Critically, although the laundries were owned and run by four religious congregations of nuns, the State was directly involved with the institutions. The McAleese Report detailed four cross-overs in addition to the previously mentioned responsibility the State bore for about a quarter of all fully recorded admissions:
State inspections and State funding of the laundries; State involvement in the routes by which women left the institutions; and its role in death registration, burials and exhumations.
Almost immediately after the report’s publication last February, the four Catholic congregations that had run the Laundries expressed their regrets for how they had treated women and girls in their care and apologised with varying degrees of intensity.
Taoiseach Enda Kenny also expressed regret for what had been revealed but stopped short of making an unequivocal apology to the women. But two weeks later, on the 19 February, he apologised unreservedly on behalf of the State to the survivors.
In a well-attended but hushed Dáil, his voice broke with emotion as he apologised for the hurt the women had endured in the laundries and for any stigma they suffered as a result of their time there. Dozens of survivors were moved to tears as they looked on from the visitors’ gallery.
Mr Kenny said that he wanted to initiate a process to help and support the women in their remaining years, and announced that the retired High Court Judge John Quirke had agreed to review how the Government could provide support to the women.

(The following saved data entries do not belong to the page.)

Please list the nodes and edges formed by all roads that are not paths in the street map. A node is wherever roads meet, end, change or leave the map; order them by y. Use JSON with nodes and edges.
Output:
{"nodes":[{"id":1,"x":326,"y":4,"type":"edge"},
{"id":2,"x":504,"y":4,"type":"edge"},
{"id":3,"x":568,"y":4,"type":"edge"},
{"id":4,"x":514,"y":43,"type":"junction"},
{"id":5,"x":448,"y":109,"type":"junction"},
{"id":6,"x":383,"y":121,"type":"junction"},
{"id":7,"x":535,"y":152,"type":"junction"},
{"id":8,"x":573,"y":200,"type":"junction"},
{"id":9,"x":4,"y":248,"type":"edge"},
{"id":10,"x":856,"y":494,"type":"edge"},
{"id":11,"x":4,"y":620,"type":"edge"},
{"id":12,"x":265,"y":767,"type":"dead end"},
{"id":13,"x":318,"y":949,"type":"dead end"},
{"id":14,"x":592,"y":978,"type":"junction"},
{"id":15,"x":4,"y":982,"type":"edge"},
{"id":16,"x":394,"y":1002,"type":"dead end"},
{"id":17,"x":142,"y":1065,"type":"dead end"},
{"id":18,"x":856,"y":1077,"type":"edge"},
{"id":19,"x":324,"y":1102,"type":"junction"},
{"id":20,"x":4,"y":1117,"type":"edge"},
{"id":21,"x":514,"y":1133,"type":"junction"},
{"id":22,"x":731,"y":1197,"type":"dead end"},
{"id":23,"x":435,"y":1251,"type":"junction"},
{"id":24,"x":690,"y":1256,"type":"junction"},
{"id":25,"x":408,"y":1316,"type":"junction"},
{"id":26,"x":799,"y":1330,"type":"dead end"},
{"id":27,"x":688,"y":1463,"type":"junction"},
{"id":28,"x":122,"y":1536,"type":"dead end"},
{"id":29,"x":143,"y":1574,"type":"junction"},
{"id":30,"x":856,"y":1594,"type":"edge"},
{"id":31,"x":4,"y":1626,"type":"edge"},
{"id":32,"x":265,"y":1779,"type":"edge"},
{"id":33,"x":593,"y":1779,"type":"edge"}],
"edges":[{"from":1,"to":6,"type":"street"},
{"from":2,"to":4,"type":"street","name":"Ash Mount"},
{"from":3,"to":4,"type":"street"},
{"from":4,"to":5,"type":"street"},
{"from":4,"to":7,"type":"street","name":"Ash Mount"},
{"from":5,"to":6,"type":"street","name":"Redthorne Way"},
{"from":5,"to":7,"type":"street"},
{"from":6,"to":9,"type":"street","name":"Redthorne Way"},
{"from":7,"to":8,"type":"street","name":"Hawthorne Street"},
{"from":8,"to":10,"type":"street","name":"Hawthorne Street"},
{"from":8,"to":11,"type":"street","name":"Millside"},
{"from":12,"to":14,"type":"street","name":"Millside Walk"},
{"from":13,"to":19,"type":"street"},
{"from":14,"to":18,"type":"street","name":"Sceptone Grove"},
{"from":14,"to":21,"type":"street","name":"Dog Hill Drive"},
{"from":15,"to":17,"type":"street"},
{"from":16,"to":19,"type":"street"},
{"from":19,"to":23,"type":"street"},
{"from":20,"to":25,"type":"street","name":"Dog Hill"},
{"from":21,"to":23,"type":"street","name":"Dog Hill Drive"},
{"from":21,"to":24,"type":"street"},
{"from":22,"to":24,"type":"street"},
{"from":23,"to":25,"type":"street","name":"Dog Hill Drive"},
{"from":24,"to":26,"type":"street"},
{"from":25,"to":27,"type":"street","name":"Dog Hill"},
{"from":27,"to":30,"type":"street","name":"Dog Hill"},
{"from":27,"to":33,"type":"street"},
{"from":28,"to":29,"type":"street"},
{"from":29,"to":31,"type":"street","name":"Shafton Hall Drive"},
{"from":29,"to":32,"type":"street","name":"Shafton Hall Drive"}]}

Shortly afterwards, the Department of Justice invited survivors of the laundries – and of a Catholic residential training centre for females in Dublin’s Stanhope Street – to register their intent to seek State support. So far more than 750 have done so. Meanwhile, Mr Justice Quirke began devising the eligibility criteria for the general scheme of supports and a payments system.
The Government had already decided all assistance should be given on an an ex gratia basis, that is, out of a sense of its moral obligation rather than because of any legal requirement.
The judge has been asked to estimate how much his proposed payments will come to. He’ll define their “nature” and “amount” and propose a method for deciding on payments “in an effective and timely manner that ensures the…. Fund (is) directed only to the benefit of eligible applicants and not on legal fees and expenses”.
Critically, his terms of reference also oblige him “to take into account relevant criteria including work undertaken by the women”. He has also been asked to examine “other matters as considered appropriate, to contribute to a healing and reconciliation process”
Judge Quirke will advise as well on help-in-kind for former residents who need it. Examples given are medical cards and other public health supports like mental health and counselling services and other welfare needs.
He’ll tackle the complex and thorny question of double-payments: how the government should respond to women who have already received money from the now defunct Residential Institutions Redress Board in recognition of abuse suffered in an Industrial School but where the payment included “a sum specifically due to their direct transfer to a Laundry and time spent there.
He has been asked to propose ways of ensuring that former residents living in the UK won’t lose existing entitlements to benefits and supports if they receive a payment from the Fund.
And finally, he will suggest ways of ensuring that “payments or supports or assistance” provided here are disregarded when Social Welfare entitlements and/or income tax liability are being determined.
The report, and the Government’s response to it, are scheduled to be launched in Dublin at 3.30pm today by Minister for Justice and Equality Alan Shatter and Junior Minister Kathleen Lynch.